◆ Exercise instructions ◆
Restate, word for word, the lines from the opening line of the data through the line containing "Digitize the connectivity", both included, and nothing else.

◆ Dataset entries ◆

================================

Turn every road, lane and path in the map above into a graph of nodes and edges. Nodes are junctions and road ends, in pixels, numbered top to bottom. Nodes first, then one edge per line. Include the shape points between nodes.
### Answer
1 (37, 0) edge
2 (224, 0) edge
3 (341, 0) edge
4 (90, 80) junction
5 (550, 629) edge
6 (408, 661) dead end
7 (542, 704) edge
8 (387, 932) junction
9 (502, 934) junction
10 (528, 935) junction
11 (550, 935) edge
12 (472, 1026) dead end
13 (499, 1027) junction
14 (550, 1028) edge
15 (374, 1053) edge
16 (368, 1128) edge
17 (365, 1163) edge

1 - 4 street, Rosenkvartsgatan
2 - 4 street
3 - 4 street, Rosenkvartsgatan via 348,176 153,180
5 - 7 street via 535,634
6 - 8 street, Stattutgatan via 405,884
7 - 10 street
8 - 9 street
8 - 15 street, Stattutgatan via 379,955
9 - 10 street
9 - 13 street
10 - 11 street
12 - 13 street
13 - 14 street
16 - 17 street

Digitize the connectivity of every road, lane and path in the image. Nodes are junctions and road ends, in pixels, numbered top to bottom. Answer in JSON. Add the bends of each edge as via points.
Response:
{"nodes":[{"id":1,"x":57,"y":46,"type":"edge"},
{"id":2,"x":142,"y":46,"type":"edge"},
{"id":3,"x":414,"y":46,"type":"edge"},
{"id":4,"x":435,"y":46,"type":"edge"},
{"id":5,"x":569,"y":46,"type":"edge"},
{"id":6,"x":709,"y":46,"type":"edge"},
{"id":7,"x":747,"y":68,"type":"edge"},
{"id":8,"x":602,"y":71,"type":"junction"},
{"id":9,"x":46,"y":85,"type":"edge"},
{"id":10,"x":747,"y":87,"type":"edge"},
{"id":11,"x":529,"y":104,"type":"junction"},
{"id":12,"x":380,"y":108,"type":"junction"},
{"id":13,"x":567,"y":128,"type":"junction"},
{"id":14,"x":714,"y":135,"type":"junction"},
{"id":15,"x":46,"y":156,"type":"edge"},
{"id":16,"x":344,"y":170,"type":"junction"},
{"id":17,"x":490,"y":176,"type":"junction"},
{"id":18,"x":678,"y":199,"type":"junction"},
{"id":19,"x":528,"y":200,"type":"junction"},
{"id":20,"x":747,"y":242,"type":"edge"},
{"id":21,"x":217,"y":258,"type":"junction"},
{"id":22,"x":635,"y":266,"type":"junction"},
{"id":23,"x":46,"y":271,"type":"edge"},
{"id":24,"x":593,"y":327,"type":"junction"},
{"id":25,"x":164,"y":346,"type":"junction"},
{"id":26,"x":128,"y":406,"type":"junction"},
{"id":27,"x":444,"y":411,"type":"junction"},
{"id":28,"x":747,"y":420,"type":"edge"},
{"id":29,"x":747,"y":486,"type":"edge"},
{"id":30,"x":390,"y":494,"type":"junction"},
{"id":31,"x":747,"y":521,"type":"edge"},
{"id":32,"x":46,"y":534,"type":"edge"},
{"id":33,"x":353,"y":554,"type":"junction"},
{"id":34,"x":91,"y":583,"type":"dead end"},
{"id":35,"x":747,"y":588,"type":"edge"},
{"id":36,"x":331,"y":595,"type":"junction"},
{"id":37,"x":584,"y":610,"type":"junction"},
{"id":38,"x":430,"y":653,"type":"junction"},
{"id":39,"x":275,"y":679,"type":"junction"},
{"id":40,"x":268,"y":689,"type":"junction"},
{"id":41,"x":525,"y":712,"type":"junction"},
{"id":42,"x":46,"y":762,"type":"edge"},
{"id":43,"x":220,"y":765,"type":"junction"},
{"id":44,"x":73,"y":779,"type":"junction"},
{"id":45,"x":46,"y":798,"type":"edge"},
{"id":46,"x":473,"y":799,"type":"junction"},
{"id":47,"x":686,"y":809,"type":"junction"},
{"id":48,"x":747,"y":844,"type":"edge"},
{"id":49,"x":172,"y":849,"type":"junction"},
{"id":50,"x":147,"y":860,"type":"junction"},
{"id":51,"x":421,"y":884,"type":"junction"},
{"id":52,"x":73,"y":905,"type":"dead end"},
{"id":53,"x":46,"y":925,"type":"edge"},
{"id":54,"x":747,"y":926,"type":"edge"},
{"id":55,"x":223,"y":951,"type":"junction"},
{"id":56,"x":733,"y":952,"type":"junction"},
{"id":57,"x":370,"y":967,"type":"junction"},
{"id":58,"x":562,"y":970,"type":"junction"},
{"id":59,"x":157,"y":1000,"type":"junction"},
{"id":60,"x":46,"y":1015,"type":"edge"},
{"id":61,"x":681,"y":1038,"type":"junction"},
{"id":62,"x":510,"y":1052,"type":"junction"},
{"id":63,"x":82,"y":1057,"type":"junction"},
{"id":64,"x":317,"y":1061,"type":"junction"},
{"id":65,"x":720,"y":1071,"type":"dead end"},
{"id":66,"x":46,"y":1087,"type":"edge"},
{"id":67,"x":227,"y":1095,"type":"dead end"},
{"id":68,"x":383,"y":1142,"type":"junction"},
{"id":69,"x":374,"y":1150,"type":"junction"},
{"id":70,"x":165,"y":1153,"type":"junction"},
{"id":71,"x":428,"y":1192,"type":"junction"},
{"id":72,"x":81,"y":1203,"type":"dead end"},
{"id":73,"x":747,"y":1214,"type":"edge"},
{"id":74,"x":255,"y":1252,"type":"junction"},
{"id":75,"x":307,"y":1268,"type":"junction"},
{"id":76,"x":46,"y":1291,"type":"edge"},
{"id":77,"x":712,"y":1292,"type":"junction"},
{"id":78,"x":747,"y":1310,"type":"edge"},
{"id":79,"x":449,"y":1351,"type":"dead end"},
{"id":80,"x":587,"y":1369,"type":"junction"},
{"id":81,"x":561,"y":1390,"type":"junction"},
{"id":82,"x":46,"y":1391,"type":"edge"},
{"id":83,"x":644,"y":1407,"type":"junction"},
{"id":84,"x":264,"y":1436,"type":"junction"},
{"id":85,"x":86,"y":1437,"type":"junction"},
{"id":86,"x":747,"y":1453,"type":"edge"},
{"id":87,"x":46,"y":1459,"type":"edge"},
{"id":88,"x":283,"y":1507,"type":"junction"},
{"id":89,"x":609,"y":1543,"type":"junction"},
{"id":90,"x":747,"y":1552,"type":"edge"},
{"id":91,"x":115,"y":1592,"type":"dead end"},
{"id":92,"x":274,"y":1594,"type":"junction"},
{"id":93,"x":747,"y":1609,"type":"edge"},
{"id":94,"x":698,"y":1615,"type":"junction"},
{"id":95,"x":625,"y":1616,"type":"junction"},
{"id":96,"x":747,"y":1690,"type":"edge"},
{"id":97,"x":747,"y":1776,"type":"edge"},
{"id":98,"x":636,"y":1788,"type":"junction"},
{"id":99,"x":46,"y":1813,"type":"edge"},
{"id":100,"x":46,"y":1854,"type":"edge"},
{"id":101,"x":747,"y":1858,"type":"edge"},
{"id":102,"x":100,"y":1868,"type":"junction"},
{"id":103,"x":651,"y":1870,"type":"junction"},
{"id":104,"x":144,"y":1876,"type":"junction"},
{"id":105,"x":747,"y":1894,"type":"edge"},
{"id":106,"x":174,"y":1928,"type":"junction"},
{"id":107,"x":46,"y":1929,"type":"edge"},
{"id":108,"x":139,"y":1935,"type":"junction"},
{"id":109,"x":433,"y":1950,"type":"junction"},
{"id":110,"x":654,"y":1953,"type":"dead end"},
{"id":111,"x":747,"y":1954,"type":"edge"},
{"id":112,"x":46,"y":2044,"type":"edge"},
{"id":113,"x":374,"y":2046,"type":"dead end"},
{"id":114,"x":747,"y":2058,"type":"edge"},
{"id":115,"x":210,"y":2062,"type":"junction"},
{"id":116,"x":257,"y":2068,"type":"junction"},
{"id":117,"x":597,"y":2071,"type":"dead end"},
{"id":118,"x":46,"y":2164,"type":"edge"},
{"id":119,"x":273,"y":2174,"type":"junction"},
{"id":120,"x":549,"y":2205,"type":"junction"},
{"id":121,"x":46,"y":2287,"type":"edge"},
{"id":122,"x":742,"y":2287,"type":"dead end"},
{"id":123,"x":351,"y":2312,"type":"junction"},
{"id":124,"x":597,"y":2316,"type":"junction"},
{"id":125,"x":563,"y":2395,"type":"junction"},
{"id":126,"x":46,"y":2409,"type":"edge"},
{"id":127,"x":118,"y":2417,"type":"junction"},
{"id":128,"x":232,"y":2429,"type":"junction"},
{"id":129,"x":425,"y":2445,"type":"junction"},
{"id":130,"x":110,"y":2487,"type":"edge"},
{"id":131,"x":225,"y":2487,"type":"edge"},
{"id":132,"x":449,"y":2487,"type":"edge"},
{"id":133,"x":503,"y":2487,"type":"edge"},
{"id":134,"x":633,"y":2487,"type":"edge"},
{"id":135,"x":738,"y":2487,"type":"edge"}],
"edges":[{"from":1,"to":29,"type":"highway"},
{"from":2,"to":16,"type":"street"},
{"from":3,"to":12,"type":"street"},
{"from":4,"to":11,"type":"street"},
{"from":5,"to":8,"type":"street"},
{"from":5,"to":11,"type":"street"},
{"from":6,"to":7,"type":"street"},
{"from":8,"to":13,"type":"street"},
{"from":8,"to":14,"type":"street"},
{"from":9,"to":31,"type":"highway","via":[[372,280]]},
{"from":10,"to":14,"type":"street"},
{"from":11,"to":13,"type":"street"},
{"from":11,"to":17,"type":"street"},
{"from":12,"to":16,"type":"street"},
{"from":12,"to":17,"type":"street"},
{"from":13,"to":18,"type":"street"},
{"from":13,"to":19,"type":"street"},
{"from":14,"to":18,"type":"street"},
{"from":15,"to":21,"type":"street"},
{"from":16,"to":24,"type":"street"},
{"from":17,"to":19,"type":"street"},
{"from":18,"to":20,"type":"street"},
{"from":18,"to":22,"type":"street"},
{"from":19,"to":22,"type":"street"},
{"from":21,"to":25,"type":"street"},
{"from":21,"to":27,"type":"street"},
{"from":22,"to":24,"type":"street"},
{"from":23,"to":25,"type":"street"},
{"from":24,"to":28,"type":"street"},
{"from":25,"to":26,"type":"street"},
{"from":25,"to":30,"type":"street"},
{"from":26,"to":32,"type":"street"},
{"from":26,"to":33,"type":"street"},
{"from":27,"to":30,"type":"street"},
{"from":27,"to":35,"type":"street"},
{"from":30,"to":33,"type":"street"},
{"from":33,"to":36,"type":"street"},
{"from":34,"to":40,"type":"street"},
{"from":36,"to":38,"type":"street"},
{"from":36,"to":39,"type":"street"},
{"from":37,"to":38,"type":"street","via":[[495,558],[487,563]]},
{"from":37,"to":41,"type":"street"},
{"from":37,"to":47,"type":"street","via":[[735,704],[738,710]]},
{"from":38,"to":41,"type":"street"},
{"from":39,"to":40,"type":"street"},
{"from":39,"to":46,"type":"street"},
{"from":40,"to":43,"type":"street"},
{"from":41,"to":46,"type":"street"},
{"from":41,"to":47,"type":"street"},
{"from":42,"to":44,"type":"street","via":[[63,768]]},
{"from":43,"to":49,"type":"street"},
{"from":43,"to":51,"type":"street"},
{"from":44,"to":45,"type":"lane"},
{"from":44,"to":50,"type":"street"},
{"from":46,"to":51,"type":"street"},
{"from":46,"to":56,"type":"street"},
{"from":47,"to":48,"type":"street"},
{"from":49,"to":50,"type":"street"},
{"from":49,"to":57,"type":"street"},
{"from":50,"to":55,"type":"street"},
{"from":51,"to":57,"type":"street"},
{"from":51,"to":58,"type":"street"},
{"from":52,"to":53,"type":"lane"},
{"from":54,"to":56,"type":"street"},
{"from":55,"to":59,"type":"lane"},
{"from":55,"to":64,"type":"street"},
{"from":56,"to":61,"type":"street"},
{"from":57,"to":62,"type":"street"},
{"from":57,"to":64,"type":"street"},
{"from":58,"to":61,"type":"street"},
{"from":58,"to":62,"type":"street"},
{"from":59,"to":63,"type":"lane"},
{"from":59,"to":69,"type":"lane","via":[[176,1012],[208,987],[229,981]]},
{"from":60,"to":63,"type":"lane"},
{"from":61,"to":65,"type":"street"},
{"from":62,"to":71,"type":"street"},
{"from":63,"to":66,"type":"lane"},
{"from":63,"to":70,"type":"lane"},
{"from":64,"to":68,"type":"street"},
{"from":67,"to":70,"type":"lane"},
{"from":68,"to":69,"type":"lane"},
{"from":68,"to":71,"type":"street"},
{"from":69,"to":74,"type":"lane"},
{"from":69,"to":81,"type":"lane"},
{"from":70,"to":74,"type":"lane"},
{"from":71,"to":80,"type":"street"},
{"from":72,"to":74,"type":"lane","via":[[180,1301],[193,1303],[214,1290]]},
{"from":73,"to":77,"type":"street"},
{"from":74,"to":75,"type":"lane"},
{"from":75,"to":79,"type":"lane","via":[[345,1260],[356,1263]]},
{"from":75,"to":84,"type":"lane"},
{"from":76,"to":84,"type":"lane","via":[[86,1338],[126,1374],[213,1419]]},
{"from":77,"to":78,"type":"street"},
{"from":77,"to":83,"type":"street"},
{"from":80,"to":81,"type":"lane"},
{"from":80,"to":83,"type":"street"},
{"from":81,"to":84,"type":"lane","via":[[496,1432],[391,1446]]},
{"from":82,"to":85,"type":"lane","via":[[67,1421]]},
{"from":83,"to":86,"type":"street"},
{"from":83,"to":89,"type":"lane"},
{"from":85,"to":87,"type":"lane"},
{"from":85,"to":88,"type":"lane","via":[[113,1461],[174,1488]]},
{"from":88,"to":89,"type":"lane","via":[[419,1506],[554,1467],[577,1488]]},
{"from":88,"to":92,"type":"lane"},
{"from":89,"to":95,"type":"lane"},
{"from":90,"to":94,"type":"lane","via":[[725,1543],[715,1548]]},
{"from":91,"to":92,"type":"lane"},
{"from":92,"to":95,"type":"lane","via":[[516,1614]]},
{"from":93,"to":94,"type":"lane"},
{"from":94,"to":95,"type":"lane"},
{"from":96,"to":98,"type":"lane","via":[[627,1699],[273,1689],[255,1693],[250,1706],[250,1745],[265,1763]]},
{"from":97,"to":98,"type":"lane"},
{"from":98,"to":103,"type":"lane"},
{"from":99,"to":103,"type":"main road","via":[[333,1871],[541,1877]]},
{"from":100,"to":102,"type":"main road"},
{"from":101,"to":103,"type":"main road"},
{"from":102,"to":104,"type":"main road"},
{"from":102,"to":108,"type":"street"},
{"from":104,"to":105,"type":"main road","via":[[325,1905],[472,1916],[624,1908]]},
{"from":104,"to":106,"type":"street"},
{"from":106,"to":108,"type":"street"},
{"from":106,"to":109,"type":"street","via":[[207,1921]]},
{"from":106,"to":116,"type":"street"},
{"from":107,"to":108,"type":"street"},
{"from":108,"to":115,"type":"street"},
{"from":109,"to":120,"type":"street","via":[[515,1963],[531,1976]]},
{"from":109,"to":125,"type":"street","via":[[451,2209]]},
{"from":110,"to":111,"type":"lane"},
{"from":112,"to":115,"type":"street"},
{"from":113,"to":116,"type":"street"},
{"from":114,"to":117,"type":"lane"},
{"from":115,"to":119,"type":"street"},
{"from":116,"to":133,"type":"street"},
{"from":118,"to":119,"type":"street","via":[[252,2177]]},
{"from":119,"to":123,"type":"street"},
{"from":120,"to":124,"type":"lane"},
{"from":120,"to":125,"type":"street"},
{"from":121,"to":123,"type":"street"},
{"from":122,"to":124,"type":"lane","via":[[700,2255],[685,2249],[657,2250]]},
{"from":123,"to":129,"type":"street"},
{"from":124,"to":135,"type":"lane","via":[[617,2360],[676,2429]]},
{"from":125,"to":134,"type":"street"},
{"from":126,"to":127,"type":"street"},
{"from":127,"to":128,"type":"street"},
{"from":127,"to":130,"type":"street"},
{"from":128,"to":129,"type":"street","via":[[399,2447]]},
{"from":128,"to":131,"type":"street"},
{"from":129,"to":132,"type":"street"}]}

================================

◆ Task solution ◆
Turn every road, lane and path in the map above into a graph of nodes and edges. Nodes are junctions and road ends, in pixels, numbered top to bottom. Nodes first, then one edge per line. Include the shape points between nodes.
### Answer
1 (37, 0) edge
2 (224, 0) edge
3 (341, 0) edge
4 (90, 80) junction
5 (550, 629) edge
6 (408, 661) dead end
7 (542, 704) edge
8 (387, 932) junction
9 (502, 934) junction
10 (528, 935) junction
11 (550, 935) edge
12 (472, 1026) dead end
13 (499, 1027) junction
14 (550, 1028) edge
15 (374, 1053) edge
16 (368, 1128) edge
17 (365, 1163) edge

1 - 4 street, Rosenkvartsgatan
2 - 4 street
3 - 4 street, Rosenkvartsgatan via 348,176 153,180
5 - 7 street via 535,634
6 - 8 street, Stattutgatan via 405,884
7 - 10 street
8 - 9 street
8 - 15 street, Stattutgatan via 379,955
9 - 10 street
9 - 13 street
10 - 11 street
12 - 13 street
13 - 14 street
16 - 17 street

Digitize the connectivity of every road, lane and path in the image. Nodes are junctions and road ends, in pixels, numbered top to bottom. Answer in JSON. Add the bends of each edge as via points.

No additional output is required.